Naad - The Sound: Bold And Truthful!

By Gajanan Khergamker

Few filmmakers have the grit and conviction to tackle issues - contemporary and controversial - without pandering to validation of the masses. After all, in a hugely-polarised India today, you're swiftly categorised in slots that are politically driven to derive mileage from respective factions. The truth has become a rather subjective horse ridden by whosoever is going in the 'said' direction.

In this context, Writer-Director Abhijit Ashok Paul's most recent make Naad - The Sound, stands distinct in its bold narrative holding on to an unflinching individual stand throughout the movie despite overwhelming waves of populism. That Naad - The Sound was screened at International Film Festival of India (IFFI) 2021 at Goa, India was, in itself, a victory of sorts. 

The crew of 'Naad - The Sound' during the making of the film
In the midst of the selfie-crazed film aficionados thronging venues to catch a glimpse of Bollywood stars, it was Abhijit Ashok Paul's production that shined like a diamond. Particularly in these times of political polarisation and cinematic braggadocios.

It starts with the protagonist offering his obeisance to God and nature through his early morning ritual at home while his daughter Mahul sits on the side playing. Within a while, as the protagonist is reciting Hindu hymns while getting ready for the day, his daughter starts to sing the Azaan - a Muslim call for prayer, much to his chagrin.
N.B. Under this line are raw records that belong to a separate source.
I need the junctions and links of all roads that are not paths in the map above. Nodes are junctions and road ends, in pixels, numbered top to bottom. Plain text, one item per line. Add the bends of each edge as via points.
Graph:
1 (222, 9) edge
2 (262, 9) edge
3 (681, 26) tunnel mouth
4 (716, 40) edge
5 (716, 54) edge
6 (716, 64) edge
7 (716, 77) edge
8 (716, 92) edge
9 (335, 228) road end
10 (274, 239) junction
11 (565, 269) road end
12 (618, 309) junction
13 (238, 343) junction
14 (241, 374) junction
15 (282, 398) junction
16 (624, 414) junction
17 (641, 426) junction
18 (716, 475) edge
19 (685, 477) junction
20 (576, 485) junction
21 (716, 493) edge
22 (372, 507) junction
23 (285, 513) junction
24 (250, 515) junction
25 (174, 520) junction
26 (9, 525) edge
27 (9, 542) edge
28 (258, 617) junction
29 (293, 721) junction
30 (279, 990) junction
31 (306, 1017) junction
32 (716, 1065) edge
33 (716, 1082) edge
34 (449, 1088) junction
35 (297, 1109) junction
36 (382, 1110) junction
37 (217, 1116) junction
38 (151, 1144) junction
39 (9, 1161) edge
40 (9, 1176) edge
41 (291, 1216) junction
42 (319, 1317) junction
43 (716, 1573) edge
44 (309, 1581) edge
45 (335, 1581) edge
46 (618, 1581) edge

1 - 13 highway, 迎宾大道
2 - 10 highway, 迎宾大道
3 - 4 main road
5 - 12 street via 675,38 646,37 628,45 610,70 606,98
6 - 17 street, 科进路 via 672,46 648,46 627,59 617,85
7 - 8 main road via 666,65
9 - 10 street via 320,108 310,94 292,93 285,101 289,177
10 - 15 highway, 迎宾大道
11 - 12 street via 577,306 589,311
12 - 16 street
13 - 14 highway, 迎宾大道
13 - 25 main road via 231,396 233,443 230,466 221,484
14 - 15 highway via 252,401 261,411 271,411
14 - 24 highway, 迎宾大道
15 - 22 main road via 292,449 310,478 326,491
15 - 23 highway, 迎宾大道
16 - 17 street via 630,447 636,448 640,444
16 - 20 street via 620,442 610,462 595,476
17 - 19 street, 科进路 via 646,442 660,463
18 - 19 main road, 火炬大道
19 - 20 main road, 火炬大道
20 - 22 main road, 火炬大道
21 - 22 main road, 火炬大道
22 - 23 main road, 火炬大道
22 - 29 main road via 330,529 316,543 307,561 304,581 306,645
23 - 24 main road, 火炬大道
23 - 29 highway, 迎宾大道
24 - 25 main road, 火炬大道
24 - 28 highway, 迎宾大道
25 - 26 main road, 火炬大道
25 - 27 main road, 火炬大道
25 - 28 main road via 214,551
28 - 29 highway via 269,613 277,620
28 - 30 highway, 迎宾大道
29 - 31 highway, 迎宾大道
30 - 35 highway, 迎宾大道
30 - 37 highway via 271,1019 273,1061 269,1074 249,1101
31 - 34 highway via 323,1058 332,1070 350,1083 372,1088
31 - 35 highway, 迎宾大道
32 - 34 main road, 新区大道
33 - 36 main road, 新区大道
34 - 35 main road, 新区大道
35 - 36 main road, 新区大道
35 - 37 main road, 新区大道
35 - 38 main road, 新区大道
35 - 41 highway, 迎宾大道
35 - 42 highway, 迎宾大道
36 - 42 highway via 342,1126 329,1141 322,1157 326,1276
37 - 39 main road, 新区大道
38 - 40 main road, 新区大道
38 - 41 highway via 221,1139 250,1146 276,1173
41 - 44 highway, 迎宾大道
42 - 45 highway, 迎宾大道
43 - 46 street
On her persistent singing, the protagonist Debashish gets disturbed at the trend and asks her about where she learned to sing the Azaan, when everyone in the family was a Hindu. Mahul replies that she hears the Azaan being recited daily from mosque at a distance and has picked it up from there.

A still from the short film
A disconcerted Debashish relates the incident to a friend who tells him that there was "nothing wrong with it," and that he must "change his thinking." An irate Debashish tells him that he isn't upset at her singing the Azaan, in particular, but concerned that she hasn't learned about about her own religion. But that he was being "closed" and that his "thinking needed to change," stuck: Millions can identify with this, the rule rather than the exception, particularly when faced with the influence of a 'non-Hindu' theology and are faced with charges of being "intolerant" each time they attempt to reassert their own religion or culture.

Debashish is, instead, and much to his humiliation, advised to take his daughter to a 'psychologist' for treatment. "My daughter isn't mad," says Debashish, a line that could resonate with millions others facing similar situations of cultural clashes. It's the selective 'boxing' of characters and theologies that is addressed with bold finesse in Naad - The Sound.

It's in the conversation, revolving around the causes of 'West' Bengal's very nomenclature that doesn't reveal the full truth about its separation from East Bengal aka East Pakistan and now Bangladesh, that lies the power of innocent conversation. To put it on celluloid and voice the thought of a potential reunion between the two to re-create Rabindranath Tagore's concept of 'Sonar Bangla' reveals a true nationalism that isn't watered down by a pseudo 'Secularism'. Here, probably for the first time, the concept has been told 'as is' without the sheen associated with selective populism and conveniently palpable narratives clouding reality.

Team members and the protagonist, behind the scenes
Why, even a priest - distinct from Debashish's social strata as a low caste - tells him about the need to introduce Mahul to Hindu culture, his personal failure in doing so and that it was the exclusion of his daughter from his own cultural pursuits that had led to her adopting, albeit innocuously, a culture and music that wasn't her own. And that, it needed to change.

Debashish goes on to include Indian Classical Music classes, through a teacher, at home to train his daughter Mahul and educate about her own culture. He says that he, representative of millions of Hindus, risked his own culture being glossed over in the selective and dangerous processes of 'secularism' that was introduced for political reasons long after the original Constitution of India was promulgated and adopted. So, Mahul learns to sing after being taught by a classical music teacher, the processes starting from Sa Re Ga Ma followed by Veena and Sitar classes.

The years drift pass as Mahul grows into a sensitive music-loving mother herself, Indian Classical Music being played at all times in the backdrop, while Mahul teaches her own son about music and a culture that's unique to the Hindu.

The short film boldly speaks about how the protagonist, without spewing venom in the heart of his child towards a culture unique from her own, brings her back into the folds of Hindu culture and music by gentle persuasion. This, despite most others, interpreting his concerns of his daughter 'forgetting' her own culture and deviating from her own 'religion', as being "closed-minded" or simply an affront to "secularism" that was introduced only after India's emergency in 1975 for political purposes.